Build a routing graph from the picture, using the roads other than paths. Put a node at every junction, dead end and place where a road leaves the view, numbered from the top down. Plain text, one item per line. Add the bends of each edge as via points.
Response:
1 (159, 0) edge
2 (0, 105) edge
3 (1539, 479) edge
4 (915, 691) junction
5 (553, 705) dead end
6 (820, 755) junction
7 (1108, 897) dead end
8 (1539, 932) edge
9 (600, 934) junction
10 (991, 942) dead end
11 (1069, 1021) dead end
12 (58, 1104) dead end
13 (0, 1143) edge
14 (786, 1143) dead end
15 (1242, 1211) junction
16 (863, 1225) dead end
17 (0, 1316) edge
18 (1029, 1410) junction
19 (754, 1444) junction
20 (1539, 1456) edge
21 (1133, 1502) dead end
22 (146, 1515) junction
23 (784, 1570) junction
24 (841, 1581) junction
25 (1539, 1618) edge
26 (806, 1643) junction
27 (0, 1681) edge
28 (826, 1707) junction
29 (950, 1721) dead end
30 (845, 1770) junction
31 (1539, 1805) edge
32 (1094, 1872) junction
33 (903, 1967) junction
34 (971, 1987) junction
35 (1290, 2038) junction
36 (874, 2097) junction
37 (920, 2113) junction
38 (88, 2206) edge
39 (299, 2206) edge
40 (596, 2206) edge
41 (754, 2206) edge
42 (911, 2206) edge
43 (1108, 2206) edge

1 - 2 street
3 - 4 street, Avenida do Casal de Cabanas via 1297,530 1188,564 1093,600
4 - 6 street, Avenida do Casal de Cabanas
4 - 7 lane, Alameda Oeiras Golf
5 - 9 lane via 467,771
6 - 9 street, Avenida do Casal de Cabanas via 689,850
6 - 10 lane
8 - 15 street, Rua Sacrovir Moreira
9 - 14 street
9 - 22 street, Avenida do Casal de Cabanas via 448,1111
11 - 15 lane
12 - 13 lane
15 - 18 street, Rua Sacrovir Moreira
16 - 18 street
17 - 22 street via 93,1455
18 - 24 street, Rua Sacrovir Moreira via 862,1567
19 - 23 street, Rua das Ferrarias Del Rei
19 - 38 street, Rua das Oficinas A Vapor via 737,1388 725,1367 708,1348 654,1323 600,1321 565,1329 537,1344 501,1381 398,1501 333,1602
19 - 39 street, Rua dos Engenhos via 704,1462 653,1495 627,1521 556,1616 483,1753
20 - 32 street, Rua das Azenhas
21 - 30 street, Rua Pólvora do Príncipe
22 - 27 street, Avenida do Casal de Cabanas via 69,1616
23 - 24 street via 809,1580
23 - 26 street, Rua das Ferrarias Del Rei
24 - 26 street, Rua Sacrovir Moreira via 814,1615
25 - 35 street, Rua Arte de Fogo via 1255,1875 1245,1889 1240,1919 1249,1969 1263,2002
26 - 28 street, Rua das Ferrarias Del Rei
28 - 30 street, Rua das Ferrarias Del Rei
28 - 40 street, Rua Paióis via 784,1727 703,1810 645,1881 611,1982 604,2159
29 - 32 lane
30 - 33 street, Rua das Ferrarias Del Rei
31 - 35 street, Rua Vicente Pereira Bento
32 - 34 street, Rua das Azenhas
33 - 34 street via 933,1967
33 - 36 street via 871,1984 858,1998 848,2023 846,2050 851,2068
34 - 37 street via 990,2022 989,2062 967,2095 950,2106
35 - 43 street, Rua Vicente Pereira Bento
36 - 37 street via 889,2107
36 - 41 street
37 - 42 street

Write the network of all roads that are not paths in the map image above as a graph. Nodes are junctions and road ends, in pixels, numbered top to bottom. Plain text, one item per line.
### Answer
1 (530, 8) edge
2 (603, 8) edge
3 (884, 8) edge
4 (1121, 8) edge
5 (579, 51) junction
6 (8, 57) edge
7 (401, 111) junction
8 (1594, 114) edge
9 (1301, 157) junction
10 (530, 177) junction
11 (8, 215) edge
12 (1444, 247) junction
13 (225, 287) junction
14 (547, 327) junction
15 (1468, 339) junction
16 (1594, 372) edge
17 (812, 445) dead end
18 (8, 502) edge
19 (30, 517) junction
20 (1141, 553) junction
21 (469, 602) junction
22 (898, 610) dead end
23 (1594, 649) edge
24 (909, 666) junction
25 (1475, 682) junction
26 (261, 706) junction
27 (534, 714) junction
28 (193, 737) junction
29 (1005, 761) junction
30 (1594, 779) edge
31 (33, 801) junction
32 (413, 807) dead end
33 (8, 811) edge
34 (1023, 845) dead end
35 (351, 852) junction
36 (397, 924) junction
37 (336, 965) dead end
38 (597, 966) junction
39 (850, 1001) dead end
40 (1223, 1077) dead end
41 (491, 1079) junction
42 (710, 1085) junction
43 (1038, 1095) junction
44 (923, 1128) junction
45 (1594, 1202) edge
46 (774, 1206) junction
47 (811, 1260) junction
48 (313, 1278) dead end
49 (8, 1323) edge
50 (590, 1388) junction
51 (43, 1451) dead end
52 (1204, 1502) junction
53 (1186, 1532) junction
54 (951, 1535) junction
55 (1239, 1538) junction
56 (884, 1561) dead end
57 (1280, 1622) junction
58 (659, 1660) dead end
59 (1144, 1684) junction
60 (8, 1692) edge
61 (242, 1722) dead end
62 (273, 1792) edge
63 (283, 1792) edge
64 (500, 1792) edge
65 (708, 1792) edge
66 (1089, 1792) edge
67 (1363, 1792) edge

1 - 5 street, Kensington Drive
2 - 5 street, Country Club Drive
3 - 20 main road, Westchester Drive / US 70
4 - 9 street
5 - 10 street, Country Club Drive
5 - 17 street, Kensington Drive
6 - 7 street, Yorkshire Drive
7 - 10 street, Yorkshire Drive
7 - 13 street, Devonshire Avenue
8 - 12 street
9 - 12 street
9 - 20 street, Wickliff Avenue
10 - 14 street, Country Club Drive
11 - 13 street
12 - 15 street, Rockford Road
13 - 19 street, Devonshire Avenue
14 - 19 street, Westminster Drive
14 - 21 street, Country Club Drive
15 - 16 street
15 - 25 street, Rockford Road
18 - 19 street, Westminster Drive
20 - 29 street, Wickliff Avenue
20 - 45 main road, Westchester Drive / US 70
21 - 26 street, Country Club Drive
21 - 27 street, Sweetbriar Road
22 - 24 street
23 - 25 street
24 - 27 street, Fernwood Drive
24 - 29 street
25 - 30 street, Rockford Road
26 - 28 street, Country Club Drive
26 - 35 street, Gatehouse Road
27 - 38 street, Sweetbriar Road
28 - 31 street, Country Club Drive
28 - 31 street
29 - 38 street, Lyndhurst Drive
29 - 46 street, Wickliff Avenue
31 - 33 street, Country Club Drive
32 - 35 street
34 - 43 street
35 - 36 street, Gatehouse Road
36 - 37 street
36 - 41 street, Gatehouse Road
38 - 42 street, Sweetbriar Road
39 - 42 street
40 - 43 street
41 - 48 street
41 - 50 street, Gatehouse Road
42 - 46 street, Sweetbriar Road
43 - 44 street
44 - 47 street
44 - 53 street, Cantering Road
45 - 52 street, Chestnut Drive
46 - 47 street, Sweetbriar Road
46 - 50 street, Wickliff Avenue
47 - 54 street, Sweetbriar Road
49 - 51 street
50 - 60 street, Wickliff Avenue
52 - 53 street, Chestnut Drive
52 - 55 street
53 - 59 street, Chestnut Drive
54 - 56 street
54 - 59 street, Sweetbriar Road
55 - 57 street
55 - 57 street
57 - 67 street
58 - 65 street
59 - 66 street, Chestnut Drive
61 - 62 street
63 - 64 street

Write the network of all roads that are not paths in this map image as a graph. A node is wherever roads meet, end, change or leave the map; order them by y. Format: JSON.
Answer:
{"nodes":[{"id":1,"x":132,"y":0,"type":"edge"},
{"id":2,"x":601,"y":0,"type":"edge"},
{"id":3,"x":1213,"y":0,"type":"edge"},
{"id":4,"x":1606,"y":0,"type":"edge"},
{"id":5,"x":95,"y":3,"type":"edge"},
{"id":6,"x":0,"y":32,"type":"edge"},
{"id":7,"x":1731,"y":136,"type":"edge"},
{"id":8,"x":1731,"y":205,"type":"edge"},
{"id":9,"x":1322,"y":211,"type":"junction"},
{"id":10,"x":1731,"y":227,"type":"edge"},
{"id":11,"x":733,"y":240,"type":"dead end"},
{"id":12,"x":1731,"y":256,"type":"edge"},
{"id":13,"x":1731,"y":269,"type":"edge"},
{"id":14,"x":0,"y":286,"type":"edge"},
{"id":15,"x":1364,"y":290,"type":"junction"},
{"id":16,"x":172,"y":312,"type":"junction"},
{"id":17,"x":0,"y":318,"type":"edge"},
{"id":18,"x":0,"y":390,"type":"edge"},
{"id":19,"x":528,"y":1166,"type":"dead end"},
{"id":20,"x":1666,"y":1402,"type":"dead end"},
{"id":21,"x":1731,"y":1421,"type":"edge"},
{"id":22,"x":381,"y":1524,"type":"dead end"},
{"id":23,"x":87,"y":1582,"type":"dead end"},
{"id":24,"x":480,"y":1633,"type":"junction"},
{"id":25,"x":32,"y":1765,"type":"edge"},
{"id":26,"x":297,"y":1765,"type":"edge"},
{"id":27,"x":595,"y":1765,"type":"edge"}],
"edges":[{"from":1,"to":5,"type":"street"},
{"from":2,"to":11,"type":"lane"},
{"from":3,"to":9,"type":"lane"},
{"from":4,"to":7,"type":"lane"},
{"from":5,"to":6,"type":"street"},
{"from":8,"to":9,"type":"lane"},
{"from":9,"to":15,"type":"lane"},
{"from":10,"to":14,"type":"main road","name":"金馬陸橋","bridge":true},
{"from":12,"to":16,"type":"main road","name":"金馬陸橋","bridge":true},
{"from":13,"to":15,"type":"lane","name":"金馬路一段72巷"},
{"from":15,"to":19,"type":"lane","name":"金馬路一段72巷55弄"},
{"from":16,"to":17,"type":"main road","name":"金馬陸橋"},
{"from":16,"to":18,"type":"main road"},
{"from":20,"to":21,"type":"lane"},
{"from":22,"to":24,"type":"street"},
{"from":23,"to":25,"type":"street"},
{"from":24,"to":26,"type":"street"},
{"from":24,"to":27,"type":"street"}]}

• • • • • • •

▸ **WHAT IS EXPECTED**
For each line above that contains "Azenhas", add one to a count, then state only the final number.

▸ **RESULT BELOW**
2